[Stored data]
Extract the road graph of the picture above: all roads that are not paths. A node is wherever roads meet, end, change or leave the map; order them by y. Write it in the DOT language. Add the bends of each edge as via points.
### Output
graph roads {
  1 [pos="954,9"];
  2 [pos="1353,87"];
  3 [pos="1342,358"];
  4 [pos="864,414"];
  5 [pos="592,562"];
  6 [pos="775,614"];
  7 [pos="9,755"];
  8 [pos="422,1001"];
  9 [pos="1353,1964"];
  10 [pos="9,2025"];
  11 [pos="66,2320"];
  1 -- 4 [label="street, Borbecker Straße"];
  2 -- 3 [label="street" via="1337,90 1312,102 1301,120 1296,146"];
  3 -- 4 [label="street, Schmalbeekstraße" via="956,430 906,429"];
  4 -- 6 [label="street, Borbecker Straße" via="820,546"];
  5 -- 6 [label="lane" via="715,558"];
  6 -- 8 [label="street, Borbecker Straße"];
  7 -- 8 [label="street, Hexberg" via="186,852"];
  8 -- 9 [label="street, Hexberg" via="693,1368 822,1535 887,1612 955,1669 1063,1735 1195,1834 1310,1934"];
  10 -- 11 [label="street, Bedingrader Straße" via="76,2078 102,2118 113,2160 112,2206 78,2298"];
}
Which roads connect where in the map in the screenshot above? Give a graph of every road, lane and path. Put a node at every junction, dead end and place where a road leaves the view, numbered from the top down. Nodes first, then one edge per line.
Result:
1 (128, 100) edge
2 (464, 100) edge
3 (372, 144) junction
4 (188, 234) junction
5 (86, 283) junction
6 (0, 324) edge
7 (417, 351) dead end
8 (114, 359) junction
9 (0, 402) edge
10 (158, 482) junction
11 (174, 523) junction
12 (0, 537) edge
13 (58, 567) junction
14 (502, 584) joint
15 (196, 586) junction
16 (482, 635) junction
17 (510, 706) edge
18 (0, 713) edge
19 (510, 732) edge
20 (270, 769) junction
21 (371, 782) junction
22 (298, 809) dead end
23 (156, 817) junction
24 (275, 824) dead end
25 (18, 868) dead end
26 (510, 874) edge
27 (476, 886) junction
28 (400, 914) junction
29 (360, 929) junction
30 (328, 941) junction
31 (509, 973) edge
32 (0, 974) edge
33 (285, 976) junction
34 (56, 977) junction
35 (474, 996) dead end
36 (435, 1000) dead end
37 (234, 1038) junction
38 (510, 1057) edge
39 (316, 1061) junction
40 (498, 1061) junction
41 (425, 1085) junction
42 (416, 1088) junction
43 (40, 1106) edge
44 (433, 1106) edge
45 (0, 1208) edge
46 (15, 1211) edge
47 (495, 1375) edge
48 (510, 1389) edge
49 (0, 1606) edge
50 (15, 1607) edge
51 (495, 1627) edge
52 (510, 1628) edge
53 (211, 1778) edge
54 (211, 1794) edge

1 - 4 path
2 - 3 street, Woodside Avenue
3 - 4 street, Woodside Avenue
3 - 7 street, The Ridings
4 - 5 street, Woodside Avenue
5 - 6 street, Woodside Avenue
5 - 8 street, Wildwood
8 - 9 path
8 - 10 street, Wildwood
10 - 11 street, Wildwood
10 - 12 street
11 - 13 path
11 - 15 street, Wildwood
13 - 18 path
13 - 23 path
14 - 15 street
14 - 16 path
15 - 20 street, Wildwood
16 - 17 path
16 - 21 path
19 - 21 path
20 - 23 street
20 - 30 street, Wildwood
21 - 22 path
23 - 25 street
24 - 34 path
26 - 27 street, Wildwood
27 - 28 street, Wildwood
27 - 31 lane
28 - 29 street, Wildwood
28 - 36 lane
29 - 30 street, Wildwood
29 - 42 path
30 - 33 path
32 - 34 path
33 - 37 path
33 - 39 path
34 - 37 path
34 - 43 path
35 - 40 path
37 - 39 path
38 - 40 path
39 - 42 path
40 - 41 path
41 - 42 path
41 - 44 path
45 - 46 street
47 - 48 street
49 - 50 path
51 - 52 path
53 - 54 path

YOUR ASSIGNMENT ::
Within the entries, count the lines containing the string "Avenue" and state nothing but the result.

PROBLEM SOLUTION ::
4